[Start of section]

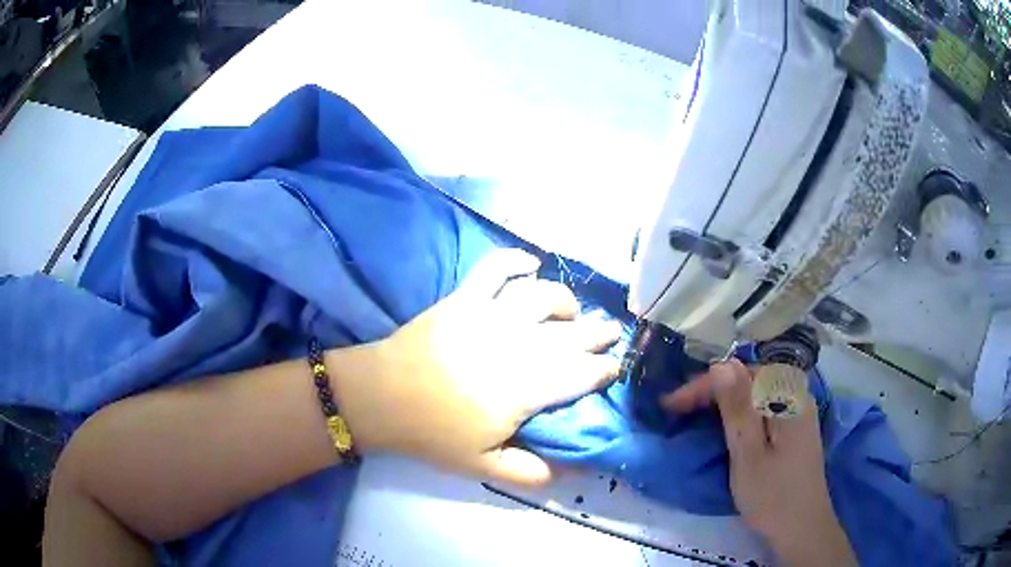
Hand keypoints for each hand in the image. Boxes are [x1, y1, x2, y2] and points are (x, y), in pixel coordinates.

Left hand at [333, 249, 621, 485]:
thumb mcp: (483, 466)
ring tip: (570, 310)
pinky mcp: (465, 298)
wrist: (382, 397)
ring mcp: (491, 315)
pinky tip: (531, 262)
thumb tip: (568, 473)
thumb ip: (529, 472)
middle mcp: (519, 345)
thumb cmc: (433, 433)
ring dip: (564, 300)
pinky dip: (515, 260)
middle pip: (572, 333)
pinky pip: (495, 269)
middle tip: (610, 332)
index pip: (580, 374)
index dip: (603, 370)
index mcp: (527, 388)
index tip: (614, 369)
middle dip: (598, 332)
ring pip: (542, 296)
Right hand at [662, 361, 856, 566]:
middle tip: (680, 407)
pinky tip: (729, 420)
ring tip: (697, 410)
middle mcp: (796, 396)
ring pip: (758, 390)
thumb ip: (737, 408)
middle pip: (751, 377)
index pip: (741, 374)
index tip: (671, 404)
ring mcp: (798, 411)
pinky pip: (765, 404)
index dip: (704, 385)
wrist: (802, 528)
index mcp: (788, 399)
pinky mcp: (795, 426)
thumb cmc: (772, 497)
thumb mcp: (748, 455)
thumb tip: (721, 365)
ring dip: (726, 397)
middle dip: (714, 388)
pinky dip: (742, 408)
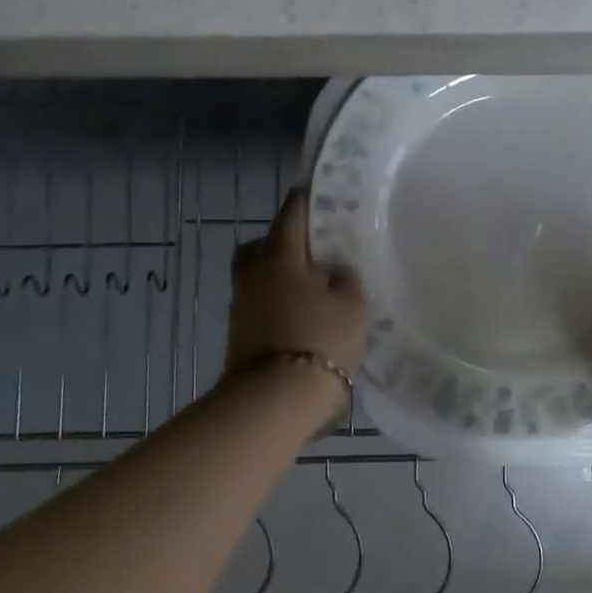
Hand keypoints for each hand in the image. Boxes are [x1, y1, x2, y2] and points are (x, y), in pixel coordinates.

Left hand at [225, 189, 369, 379]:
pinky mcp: (239, 334)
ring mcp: (241, 305)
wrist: (276, 400)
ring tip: (314, 288)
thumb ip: (346, 278)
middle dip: (284, 241)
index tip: (321, 191)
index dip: (307, 198)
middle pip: (263, 244)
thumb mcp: (352, 304)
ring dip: (281, 276)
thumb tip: (335, 271)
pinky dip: (278, 303)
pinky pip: (260, 304)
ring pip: (259, 276)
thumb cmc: (320, 339)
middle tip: (313, 250)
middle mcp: (254, 272)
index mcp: (281, 254)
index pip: (292, 212)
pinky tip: (303, 315)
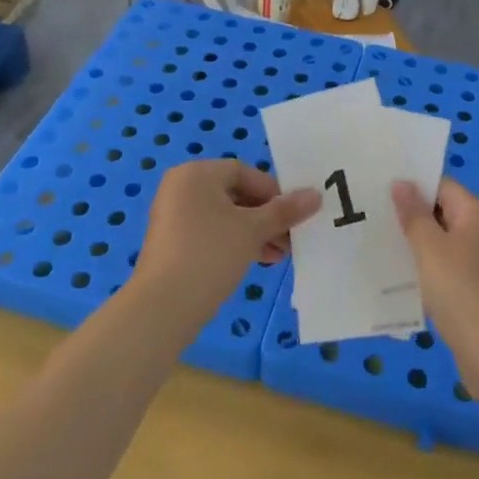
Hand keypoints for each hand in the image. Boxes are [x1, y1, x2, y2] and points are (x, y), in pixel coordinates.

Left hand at [134, 161, 319, 324]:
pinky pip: (210, 233)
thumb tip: (316, 195)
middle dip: (266, 216)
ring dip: (254, 232)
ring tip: (277, 255)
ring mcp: (173, 216)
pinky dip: (233, 243)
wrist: (163, 307)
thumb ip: (285, 210)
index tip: (292, 215)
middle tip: (289, 238)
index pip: (244, 172)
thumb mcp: (253, 230)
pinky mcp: (172, 243)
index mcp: (197, 173)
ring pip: (224, 216)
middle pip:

[End of section]

→ **What is needed**
Write out exactly, with no pictures, each line from the one containing "pinky dip: (742, 408)" through the last line of the listing above, both included.

→ **Result of this task**
pinky dip: (742, 408)
Hand keypoints for each hand in the image. Boxes are [x1, y1, x2, y2] and points are (x, y), in pixel coordinates.

Left hand at [225, 189, 369, 379]:
pinky mcp: (239, 334)
ring mcp: (241, 305)
wrist: (276, 400)
ring tip: (314, 288)
thumb ip: (346, 278)
middle dip: (284, 241)
index tip: (321, 191)
index dip: (307, 198)
middle pip: (263, 244)
thumb mcp: (352, 304)
ring dip: (281, 276)
thumb tip: (335, 271)
pinky dip: (278, 303)
pinky pip: (260, 304)
ring pip: (259, 276)
thumb cmc: (320, 339)
middle tip: (313, 250)
middle mcp: (254, 272)
index mcp: (281, 254)
index pip: (292, 212)
pinky tip: (303, 315)
Hand keypoints for each hand in the image. Boxes are [x1, y1, x2, y2] and points are (x, y), in pixel coordinates.

Left hand at [134, 161, 319, 324]:
pinky pip: (210, 233)
thumb tip: (316, 195)
middle dip: (266, 216)
ring dip: (254, 232)
ring tip: (277, 255)
ring mcp: (173, 216)
pinky dip: (233, 243)
wrist: (163, 307)
thumb ip: (285, 210)
index tip: (292, 215)
middle tip: (289, 238)
index pip: (244, 172)
thumb mcp: (253, 230)
pinky mcp: (172, 243)
index mcp: (197, 173)
ring pip: (224, 216)
middle pip:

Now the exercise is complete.